Which lines in the records below contain the word "Stoties"? Report each of them.

**INFORMATION PROVIDED:**
═══

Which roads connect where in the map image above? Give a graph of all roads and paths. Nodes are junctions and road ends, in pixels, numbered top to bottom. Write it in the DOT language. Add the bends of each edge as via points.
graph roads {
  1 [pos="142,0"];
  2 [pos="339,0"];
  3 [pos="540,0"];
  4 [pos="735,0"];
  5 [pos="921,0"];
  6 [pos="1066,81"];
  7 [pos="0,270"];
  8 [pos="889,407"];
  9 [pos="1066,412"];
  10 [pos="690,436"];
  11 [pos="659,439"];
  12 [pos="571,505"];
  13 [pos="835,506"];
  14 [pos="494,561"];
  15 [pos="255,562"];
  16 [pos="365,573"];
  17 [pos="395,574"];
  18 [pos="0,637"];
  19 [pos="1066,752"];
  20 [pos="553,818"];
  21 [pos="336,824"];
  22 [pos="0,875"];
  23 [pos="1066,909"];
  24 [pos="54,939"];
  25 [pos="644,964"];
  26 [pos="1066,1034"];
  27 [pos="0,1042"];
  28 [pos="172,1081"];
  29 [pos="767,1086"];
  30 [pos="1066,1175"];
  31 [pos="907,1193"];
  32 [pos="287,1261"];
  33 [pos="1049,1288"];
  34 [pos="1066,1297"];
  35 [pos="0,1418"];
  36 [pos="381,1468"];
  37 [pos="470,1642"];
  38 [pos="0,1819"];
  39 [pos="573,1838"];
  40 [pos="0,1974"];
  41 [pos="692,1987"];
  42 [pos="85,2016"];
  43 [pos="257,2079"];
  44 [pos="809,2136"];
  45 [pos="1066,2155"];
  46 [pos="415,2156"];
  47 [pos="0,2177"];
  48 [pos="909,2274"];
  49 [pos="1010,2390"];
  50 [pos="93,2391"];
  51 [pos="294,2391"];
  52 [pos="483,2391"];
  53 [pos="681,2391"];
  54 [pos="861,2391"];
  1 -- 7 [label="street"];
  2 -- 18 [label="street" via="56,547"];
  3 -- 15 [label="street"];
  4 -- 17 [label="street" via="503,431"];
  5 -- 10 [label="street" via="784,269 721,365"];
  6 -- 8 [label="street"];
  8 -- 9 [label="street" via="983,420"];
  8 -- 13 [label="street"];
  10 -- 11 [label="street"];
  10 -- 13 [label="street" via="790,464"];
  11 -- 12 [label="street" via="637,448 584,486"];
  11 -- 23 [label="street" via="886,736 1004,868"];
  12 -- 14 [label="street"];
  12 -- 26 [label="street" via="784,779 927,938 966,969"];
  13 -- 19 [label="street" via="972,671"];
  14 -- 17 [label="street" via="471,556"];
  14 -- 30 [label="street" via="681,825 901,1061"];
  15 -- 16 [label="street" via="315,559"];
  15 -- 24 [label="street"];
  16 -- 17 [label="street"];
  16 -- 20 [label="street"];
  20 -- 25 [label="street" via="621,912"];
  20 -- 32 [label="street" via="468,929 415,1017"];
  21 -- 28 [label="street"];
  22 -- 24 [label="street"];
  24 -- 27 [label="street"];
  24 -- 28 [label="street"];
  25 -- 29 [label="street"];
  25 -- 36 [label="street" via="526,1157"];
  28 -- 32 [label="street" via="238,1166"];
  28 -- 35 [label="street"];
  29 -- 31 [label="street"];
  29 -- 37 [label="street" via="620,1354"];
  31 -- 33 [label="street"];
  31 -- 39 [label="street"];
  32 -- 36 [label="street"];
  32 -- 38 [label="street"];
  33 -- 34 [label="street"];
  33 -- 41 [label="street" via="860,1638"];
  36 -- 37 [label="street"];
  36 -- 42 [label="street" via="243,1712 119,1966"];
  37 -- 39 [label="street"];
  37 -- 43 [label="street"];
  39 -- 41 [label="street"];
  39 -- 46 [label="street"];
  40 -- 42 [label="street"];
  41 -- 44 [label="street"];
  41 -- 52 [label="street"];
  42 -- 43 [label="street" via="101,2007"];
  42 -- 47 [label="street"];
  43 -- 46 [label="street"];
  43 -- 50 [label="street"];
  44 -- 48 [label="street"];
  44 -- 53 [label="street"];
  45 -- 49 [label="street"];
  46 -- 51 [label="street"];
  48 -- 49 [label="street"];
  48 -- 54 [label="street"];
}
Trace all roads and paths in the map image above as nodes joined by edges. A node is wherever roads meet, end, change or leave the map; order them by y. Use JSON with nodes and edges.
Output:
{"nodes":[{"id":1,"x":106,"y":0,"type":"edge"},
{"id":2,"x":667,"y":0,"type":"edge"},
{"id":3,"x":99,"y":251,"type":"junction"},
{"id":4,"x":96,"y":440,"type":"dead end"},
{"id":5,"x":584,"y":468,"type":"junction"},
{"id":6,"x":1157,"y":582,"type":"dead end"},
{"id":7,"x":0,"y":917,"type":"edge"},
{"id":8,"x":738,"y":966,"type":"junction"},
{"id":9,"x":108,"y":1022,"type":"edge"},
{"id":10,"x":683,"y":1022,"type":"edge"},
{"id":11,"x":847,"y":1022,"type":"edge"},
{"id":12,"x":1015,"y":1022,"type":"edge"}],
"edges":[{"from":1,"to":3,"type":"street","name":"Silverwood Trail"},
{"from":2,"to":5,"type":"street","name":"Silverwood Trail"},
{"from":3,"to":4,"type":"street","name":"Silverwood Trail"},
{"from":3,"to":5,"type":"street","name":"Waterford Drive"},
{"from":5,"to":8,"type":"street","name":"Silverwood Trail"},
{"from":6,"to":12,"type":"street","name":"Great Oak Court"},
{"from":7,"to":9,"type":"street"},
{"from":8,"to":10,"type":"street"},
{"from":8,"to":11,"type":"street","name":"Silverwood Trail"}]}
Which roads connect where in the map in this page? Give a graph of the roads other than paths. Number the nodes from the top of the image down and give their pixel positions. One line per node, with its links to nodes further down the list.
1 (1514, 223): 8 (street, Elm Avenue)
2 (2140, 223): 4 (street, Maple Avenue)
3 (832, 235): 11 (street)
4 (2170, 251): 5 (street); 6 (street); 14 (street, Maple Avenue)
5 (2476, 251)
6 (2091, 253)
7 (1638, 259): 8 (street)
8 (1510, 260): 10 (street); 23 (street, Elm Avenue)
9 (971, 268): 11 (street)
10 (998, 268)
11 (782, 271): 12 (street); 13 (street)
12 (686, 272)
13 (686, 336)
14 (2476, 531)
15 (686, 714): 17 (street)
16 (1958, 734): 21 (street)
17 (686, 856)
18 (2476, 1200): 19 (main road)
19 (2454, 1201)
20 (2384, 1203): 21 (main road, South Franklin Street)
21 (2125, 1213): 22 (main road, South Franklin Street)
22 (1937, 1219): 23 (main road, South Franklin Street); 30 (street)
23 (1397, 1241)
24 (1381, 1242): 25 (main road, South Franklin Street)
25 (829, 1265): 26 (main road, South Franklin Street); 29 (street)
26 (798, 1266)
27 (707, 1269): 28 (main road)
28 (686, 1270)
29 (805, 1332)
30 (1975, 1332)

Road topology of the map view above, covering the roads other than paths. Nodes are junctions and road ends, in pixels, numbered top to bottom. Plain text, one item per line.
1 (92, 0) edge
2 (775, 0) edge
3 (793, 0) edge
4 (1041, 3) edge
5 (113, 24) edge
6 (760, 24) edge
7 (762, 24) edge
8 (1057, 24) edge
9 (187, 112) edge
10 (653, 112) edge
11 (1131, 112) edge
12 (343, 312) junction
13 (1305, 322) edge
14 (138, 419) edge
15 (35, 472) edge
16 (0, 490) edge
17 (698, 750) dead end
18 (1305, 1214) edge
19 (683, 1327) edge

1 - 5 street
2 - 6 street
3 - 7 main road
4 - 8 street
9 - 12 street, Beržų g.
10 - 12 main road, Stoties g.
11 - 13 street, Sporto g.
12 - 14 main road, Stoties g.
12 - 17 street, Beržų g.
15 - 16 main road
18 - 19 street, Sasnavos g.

═══

**SOLUTION TO THE EXERCISE:**
10 - 12 main road, Stoties g.
12 - 14 main road, Stoties g.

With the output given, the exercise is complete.